# Great Empire Builder Trip Report



## jsreeves (May 23, 2013)

This is a trip report that I found online while researching my upcoming trip on the Empire Builder.

It's got a great narrative and amazing photos.

Just thought I'd share.

http://theeffstop.com/tag/empire-builder/


----------



## Eric308 (May 23, 2013)

Hey Mr. Reeves....that was awesome. Thanks for sharing. Great everything as you said. I'm riding the EB next week to PDX and SEA. That really got me wired for the trip! PS...I even know where Hicksville is!


----------



## TimePeace (May 23, 2013)

Wow that is a nice piece. Excellent photographs, unique.


----------



## Anne (May 23, 2013)

This was fun. Great photos and memories. I don't understand about collecting nails. Is this something train riders do?


----------



## PA Traveler (Jun 3, 2013)

That was great! It really reminded me of our trip a few years ago. We even stayed at the Klaloch Lodge on that trip, one of his first photos.


----------



## Shortline (Jun 4, 2013)

Anne said:


> This was fun. Great photos and memories. I don't understand about collecting nails. Is this something train riders do?

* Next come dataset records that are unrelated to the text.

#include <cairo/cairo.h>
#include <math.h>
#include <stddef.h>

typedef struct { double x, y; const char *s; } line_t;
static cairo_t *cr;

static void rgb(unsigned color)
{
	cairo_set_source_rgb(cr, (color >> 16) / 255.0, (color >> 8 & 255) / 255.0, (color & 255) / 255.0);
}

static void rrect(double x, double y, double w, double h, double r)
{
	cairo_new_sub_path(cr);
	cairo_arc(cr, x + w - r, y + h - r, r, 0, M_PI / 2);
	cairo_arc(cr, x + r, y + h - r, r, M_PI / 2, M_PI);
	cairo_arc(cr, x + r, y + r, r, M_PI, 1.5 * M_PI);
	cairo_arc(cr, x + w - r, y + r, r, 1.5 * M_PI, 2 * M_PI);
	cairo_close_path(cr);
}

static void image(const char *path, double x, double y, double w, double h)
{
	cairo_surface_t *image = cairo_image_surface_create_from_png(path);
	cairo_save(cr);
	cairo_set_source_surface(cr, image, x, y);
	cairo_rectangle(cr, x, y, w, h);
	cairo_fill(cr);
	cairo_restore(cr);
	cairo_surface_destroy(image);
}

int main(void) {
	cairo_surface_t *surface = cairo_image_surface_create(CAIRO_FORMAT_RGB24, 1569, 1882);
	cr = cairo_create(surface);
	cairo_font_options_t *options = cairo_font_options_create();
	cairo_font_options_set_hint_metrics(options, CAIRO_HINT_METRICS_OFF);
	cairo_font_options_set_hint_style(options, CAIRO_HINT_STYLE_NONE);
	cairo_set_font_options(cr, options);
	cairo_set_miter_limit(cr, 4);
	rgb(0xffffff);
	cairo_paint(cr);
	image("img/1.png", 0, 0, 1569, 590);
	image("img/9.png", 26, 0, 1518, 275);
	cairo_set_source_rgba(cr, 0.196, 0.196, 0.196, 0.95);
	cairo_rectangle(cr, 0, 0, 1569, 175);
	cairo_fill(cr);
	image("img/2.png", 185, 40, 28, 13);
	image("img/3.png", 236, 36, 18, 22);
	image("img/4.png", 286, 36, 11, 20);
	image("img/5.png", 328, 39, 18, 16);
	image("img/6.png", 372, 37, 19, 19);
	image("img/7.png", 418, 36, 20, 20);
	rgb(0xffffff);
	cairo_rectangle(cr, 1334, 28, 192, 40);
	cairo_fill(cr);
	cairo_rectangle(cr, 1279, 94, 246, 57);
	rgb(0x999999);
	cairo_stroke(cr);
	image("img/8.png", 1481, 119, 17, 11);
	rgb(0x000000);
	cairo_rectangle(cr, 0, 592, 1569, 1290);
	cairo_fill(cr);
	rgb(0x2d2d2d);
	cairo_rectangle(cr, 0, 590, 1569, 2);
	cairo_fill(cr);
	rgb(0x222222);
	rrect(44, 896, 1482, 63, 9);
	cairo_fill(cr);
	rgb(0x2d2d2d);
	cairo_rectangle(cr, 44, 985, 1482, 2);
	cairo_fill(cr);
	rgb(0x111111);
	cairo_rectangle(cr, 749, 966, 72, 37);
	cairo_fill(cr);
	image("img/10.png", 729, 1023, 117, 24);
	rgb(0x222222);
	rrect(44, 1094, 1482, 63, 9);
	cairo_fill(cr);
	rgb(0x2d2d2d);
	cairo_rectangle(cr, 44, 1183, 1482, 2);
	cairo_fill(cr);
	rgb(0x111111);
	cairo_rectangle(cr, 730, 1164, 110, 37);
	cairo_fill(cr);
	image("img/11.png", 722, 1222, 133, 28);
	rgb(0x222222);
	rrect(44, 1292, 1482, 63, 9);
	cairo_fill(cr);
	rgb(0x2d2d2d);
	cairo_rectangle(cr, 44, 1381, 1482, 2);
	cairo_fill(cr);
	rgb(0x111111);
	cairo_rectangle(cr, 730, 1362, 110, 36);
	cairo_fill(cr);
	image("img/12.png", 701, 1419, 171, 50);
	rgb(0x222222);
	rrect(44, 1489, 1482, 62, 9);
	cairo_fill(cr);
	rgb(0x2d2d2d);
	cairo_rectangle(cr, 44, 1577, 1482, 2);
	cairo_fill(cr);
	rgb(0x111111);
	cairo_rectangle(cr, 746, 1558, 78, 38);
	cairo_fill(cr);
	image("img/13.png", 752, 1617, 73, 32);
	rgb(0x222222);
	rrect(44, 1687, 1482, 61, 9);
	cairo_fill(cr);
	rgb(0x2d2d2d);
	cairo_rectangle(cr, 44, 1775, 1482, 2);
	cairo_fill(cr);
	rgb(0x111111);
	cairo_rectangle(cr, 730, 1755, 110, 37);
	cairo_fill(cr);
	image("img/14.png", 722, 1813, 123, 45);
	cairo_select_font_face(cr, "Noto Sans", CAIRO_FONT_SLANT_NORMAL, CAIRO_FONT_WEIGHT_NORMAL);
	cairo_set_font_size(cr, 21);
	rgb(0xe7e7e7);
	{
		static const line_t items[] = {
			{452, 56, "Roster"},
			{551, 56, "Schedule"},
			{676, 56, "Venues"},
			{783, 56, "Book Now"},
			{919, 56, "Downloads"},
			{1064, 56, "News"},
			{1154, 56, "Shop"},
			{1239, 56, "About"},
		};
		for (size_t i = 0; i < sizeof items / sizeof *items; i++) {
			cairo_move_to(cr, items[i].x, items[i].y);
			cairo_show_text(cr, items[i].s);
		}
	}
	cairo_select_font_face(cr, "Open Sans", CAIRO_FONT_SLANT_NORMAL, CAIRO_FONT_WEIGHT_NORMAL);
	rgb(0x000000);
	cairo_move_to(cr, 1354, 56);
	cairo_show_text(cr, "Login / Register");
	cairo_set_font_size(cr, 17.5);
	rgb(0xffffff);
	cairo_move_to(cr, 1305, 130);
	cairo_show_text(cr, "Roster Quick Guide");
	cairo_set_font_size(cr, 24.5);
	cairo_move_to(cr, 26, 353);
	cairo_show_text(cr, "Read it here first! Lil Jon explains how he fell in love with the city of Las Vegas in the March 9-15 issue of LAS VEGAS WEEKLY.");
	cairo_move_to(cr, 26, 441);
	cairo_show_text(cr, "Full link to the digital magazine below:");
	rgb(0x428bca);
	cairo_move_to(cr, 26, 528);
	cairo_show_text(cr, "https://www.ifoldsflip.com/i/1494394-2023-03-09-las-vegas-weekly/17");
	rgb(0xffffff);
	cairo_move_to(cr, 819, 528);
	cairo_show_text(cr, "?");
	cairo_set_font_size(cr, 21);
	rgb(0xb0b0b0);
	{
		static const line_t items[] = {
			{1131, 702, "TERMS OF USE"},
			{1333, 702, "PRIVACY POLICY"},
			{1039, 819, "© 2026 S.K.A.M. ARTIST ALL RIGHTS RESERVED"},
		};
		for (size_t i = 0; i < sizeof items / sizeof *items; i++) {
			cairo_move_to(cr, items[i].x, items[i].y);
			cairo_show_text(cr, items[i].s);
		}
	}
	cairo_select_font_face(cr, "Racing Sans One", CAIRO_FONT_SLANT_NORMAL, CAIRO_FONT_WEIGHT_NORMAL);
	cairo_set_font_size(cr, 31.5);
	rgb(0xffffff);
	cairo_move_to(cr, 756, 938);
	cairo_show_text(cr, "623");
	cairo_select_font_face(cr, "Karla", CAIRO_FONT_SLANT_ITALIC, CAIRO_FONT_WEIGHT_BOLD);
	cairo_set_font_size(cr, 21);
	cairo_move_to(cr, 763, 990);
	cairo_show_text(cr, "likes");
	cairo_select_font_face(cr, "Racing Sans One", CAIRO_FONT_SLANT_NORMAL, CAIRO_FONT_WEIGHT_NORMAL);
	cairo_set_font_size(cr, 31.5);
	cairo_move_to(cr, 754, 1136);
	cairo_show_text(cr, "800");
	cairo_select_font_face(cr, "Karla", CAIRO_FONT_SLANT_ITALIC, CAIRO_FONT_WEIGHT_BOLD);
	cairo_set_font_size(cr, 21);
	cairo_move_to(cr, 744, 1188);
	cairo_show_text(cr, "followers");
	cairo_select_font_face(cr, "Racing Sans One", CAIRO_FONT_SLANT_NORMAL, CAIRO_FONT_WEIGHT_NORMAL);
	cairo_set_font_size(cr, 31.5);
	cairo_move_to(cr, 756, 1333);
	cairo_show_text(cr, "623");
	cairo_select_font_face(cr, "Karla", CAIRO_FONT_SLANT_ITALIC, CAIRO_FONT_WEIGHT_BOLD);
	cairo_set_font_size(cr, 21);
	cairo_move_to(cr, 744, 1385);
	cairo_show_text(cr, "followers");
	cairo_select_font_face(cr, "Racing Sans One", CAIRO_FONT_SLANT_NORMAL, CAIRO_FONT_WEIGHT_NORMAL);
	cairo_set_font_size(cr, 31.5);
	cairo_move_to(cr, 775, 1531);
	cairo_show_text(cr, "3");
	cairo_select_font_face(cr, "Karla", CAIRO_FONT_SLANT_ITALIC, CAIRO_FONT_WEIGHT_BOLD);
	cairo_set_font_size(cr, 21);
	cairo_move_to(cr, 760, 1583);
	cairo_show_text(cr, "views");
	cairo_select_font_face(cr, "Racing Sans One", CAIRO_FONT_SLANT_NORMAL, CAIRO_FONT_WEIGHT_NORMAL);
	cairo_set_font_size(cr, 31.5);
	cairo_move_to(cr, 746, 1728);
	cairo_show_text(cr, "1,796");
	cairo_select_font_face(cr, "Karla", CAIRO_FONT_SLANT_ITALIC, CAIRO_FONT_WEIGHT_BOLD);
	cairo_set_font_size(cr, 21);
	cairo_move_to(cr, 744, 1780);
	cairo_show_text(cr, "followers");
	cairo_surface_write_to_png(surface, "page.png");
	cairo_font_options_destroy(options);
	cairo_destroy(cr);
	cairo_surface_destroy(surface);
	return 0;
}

I suspect what they were collecting were track spikes... Pretty much if you have one, you have them all. They tend to get heavy. Back in the day some would collect Date Nails, small nails that had a 2 digit number indicating when that tie was installed. I have several going back to the late 1800's but they wouldn't have found any of those on the EB route I don't believe. They can still be found on some old branch lines, but its been years since I've found one, anywhere....oldest I have found is 1883 (83) newest is 1942 (42). Not sure when they stopped using them.


----------



## Jean (Jun 4, 2013)

Yes, thanks so much for posting this, loved it all. I too have stayed in Klaloch Lodge, Canada geese were flying south, almost dipping into the waves as they flew along the beach. His EB report was a great advertisement for Amtrak and Charles.

Jean


----------